_Stored data_.

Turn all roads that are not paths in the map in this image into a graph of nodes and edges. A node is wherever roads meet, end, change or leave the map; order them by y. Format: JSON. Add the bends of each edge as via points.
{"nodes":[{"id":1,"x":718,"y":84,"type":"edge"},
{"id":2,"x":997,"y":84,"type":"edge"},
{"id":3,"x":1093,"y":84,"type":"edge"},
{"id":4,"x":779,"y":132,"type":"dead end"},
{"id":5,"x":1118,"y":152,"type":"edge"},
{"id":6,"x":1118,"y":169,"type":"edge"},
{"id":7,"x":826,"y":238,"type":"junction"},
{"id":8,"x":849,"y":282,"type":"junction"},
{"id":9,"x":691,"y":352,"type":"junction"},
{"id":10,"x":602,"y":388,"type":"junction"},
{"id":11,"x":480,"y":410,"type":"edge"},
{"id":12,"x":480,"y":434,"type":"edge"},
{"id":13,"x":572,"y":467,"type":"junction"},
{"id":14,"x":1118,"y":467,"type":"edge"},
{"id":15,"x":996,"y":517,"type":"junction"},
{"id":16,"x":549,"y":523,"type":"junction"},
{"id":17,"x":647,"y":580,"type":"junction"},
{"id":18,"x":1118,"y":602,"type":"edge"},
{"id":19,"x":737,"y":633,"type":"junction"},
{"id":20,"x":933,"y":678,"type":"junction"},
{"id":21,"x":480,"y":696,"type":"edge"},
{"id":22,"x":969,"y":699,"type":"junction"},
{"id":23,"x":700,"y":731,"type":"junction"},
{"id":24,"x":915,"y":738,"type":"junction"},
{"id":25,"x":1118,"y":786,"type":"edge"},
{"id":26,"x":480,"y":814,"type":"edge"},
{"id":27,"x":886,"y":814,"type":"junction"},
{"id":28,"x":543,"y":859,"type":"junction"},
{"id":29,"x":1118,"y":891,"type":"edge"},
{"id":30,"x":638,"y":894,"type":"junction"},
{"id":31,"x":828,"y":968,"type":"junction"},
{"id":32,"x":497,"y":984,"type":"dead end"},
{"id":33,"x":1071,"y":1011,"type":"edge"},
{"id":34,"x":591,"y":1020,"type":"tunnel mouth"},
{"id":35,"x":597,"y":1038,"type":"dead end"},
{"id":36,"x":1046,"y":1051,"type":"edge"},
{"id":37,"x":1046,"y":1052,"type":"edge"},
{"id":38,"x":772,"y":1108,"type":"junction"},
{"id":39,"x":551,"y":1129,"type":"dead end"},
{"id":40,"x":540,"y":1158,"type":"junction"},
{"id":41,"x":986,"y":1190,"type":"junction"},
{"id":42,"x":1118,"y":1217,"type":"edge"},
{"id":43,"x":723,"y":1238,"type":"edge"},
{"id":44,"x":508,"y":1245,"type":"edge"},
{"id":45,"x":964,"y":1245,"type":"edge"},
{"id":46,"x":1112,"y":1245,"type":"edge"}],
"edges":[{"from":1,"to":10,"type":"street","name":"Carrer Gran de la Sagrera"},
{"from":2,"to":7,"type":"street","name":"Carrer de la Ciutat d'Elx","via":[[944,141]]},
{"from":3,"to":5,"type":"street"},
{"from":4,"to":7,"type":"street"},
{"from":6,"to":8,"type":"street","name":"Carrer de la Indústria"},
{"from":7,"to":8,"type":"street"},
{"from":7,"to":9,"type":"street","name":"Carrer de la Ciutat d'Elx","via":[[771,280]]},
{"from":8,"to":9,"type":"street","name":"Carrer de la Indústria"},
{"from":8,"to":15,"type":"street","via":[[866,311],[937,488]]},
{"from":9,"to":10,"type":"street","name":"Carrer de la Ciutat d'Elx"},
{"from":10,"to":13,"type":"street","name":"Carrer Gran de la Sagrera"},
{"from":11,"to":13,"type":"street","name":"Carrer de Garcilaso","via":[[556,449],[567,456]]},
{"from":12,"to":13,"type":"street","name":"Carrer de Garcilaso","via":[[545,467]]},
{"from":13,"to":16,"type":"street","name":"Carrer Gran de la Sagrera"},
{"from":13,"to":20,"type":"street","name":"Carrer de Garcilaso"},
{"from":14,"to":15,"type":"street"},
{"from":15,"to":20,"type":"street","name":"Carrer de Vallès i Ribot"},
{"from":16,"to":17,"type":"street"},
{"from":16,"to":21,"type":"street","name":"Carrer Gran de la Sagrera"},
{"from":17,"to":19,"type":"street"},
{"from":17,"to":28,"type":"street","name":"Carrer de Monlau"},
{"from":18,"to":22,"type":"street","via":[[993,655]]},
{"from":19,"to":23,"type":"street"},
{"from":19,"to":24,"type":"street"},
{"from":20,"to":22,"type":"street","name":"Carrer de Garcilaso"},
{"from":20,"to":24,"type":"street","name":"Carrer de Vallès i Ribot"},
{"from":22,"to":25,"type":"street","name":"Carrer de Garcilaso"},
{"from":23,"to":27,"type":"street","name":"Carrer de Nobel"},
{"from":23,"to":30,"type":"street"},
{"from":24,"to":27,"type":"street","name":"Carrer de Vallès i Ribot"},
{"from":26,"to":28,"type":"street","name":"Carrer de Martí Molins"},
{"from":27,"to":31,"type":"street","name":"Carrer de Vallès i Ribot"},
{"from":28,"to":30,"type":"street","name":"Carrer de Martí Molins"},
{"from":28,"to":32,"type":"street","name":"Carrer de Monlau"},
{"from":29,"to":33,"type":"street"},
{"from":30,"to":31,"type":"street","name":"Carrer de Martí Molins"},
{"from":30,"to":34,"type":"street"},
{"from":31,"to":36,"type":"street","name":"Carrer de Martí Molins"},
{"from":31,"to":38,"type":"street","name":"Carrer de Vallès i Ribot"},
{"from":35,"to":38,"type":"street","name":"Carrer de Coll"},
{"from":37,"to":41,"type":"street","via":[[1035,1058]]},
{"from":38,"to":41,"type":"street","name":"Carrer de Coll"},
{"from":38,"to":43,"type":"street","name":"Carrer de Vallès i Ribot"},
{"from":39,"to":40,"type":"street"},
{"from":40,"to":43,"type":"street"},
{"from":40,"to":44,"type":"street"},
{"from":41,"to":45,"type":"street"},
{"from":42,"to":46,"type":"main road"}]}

_Task objective_. Each record above is to be reproduced word for word.

_Answer box_.
Turn all roads that are not paths in the map in this image into a graph of nodes and edges. A node is wherever roads meet, end, change or leave the map; order them by y. Format: JSON. Add the bends of each edge as via points.
{"nodes":[{"id":1,"x":718,"y":84,"type":"edge"},
{"id":2,"x":997,"y":84,"type":"edge"},
{"id":3,"x":1093,"y":84,"type":"edge"},
{"id":4,"x":779,"y":132,"type":"dead end"},
{"id":5,"x":1118,"y":152,"type":"edge"},
{"id":6,"x":1118,"y":169,"type":"edge"},
{"id":7,"x":826,"y":238,"type":"junction"},
{"id":8,"x":849,"y":282,"type":"junction"},
{"id":9,"x":691,"y":352,"type":"junction"},
{"id":10,"x":602,"y":388,"type":"junction"},
{"id":11,"x":480,"y":410,"type":"edge"},
{"id":12,"x":480,"y":434,"type":"edge"},
{"id":13,"x":572,"y":467,"type":"junction"},
{"id":14,"x":1118,"y":467,"type":"edge"},
{"id":15,"x":996,"y":517,"type":"junction"},
{"id":16,"x":549,"y":523,"type":"junction"},
{"id":17,"x":647,"y":580,"type":"junction"},
{"id":18,"x":1118,"y":602,"type":"edge"},
{"id":19,"x":737,"y":633,"type":"junction"},
{"id":20,"x":933,"y":678,"type":"junction"},
{"id":21,"x":480,"y":696,"type":"edge"},
{"id":22,"x":969,"y":699,"type":"junction"},
{"id":23,"x":700,"y":731,"type":"junction"},
{"id":24,"x":915,"y":738,"type":"junction"},
{"id":25,"x":1118,"y":786,"type":"edge"},
{"id":26,"x":480,"y":814,"type":"edge"},
{"id":27,"x":886,"y":814,"type":"junction"},
{"id":28,"x":543,"y":859,"type":"junction"},
{"id":29,"x":1118,"y":891,"type":"edge"},
{"id":30,"x":638,"y":894,"type":"junction"},
{"id":31,"x":828,"y":968,"type":"junction"},
{"id":32,"x":497,"y":984,"type":"dead end"},
{"id":33,"x":1071,"y":1011,"type":"edge"},
{"id":34,"x":591,"y":1020,"type":"tunnel mouth"},
{"id":35,"x":597,"y":1038,"type":"dead end"},
{"id":36,"x":1046,"y":1051,"type":"edge"},
{"id":37,"x":1046,"y":1052,"type":"edge"},
{"id":38,"x":772,"y":1108,"type":"junction"},
{"id":39,"x":551,"y":1129,"type":"dead end"},
{"id":40,"x":540,"y":1158,"type":"junction"},
{"id":41,"x":986,"y":1190,"type":"junction"},
{"id":42,"x":1118,"y":1217,"type":"edge"},
{"id":43,"x":723,"y":1238,"type":"edge"},
{"id":44,"x":508,"y":1245,"type":"edge"},
{"id":45,"x":964,"y":1245,"type":"edge"},
{"id":46,"x":1112,"y":1245,"type":"edge"}],
"edges":[{"from":1,"to":10,"type":"street","name":"Carrer Gran de la Sagrera"},
{"from":2,"to":7,"type":"street","name":"Carrer de la Ciutat d'Elx","via":[[944,141]]},
{"from":3,"to":5,"type":"street"},
{"from":4,"to":7,"type":"street"},
{"from":6,"to":8,"type":"street","name":"Carrer de la Indústria"},
{"from":7,"to":8,"type":"street"},
{"from":7,"to":9,"type":"street","name":"Carrer de la Ciutat d'Elx","via":[[771,280]]},
{"from":8,"to":9,"type":"street","name":"Carrer de la Indústria"},
{"from":8,"to":15,"type":"street","via":[[866,311],[937,488]]},
{"from":9,"to":10,"type":"street","name":"Carrer de la Ciutat d'Elx"},
{"from":10,"to":13,"type":"street","name":"Carrer Gran de la Sagrera"},
{"from":11,"to":13,"type":"street","name":"Carrer de Garcilaso","via":[[556,449],[567,456]]},
{"from":12,"to":13,"type":"street","name":"Carrer de Garcilaso","via":[[545,467]]},
{"from":13,"to":16,"type":"street","name":"Carrer Gran de la Sagrera"},
{"from":13,"to":20,"type":"street","name":"Carrer de Garcilaso"},
{"from":14,"to":15,"type":"street"},
{"from":15,"to":20,"type":"street","name":"Carrer de Vallès i Ribot"},
{"from":16,"to":17,"type":"street"},
{"from":16,"to":21,"type":"street","name":"Carrer Gran de la Sagrera"},
{"from":17,"to":19,"type":"street"},
{"from":17,"to":28,"type":"street","name":"Carrer de Monlau"},
{"from":18,"to":22,"type":"street","via":[[993,655]]},
{"from":19,"to":23,"type":"street"},
{"from":19,"to":24,"type":"street"},
{"from":20,"to":22,"type":"street","name":"Carrer de Garcilaso"},
{"from":20,"to":24,"type":"street","name":"Carrer de Vallès i Ribot"},
{"from":22,"to":25,"type":"street","name":"Carrer de Garcilaso"},
{"from":23,"to":27,"type":"street","name":"Carrer de Nobel"},
{"from":23,"to":30,"type":"street"},
{"from":24,"to":27,"type":"street","name":"Carrer de Vallès i Ribot"},
{"from":26,"to":28,"type":"street","name":"Carrer de Martí Molins"},
{"from":27,"to":31,"type":"street","name":"Carrer de Vallès i Ribot"},
{"from":28,"to":30,"type":"street","name":"Carrer de Martí Molins"},
{"from":28,"to":32,"type":"street","name":"Carrer de Monlau"},
{"from":29,"to":33,"type":"street"},
{"from":30,"to":31,"type":"street","name":"Carrer de Martí Molins"},
{"from":30,"to":34,"type":"street"},
{"from":31,"to":36,"type":"street","name":"Carrer de Martí Molins"},
{"from":31,"to":38,"type":"street","name":"Carrer de Vallès i Ribot"},
{"from":35,"to":38,"type":"street","name":"Carrer de Coll"},
{"from":37,"to":41,"type":"street","via":[[1035,1058]]},
{"from":38,"to":41,"type":"street","name":"Carrer de Coll"},
{"from":38,"to":43,"type":"street","name":"Carrer de Vallès i Ribot"},
{"from":39,"to":40,"type":"street"},
{"from":40,"to":43,"type":"street"},
{"from":40,"to":44,"type":"street"},
{"from":41,"to":45,"type":"street"},
{"from":42,"to":46,"type":"main road"}]}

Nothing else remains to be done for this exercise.